Kivu was asked by Cancer Research UK to design and then implement a multi-year policy influencing programme in Sri Lanka and Nepal focused on strengthening tobacco control policies in both countries.
In Sri Lanka, Kivu worked with a local think tank, the Institute for Policy Research (IPS) to develop a policy-focused research agenda that had to adapt to a rapidly changing political and economic context and navigate countervailing pressures from an active tobacco industry. Across the 5 years of the programme Kivu and IPS had to adjust policy influencing strategies and tactics to significant shifts in political power, with the rise and fall of the Presidency of Gotabaya Rajapaksa, as well as the collapse in the economy and living standards, precipitated by Covid-19 and a sovereign debt crisis.

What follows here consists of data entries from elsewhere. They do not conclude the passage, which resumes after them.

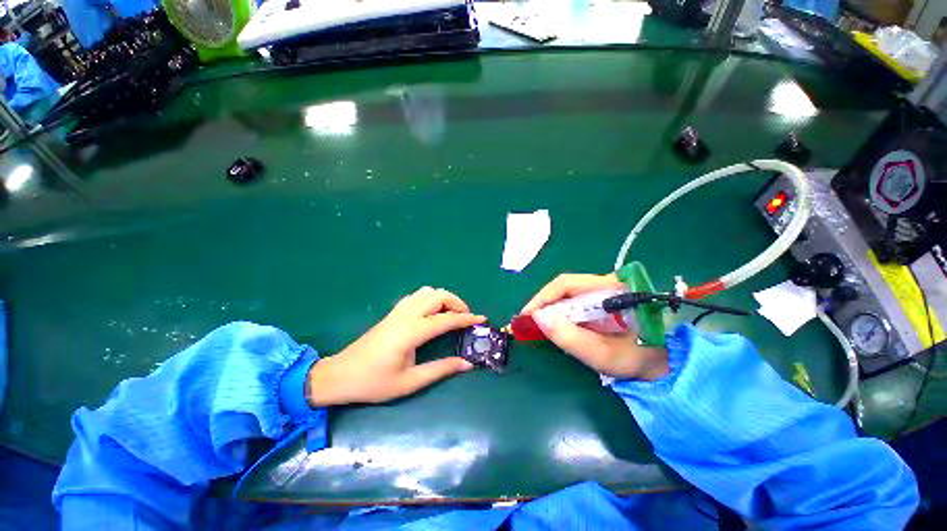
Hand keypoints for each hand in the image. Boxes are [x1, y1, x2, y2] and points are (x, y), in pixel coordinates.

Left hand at [306, 287, 485, 406]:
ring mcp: (398, 311)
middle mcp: (406, 315)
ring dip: (444, 298)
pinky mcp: (393, 312)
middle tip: (466, 317)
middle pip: (438, 296)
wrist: (340, 375)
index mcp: (412, 332)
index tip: (482, 319)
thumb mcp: (410, 381)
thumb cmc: (374, 382)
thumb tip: (467, 364)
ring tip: (451, 313)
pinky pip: (417, 296)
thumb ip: (441, 369)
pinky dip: (430, 298)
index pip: (446, 319)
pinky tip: (432, 312)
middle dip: (457, 302)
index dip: (466, 318)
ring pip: (427, 292)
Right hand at [522, 273, 668, 380]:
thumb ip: (571, 338)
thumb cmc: (639, 360)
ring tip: (538, 324)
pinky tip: (556, 324)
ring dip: (551, 308)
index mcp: (613, 288)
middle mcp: (608, 283)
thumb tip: (538, 317)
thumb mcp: (604, 355)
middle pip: (566, 286)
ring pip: (569, 293)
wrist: (665, 365)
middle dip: (544, 303)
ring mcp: (606, 290)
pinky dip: (561, 312)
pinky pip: (575, 300)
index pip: (568, 284)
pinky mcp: (603, 299)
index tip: (527, 314)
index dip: (543, 297)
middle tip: (529, 321)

Kivu and IPS, working alongside a coalition of CSOs, reform-minded officials and advisers, and public health bodies, used a mix of elite-level “insider” and bottom-up “outsider” approaches to successfully advocate for substantial reforms to tobacco control policy.
The programme is highly regarded by CRUK and secured successive increases in cigarette excise duties, representing an average cumulative increase in tobacco excise duty of over 75%, a fall in the smoking prevalence rate from around c. 15% to c. 9%, and an increase in government revenue from tobacco taxes.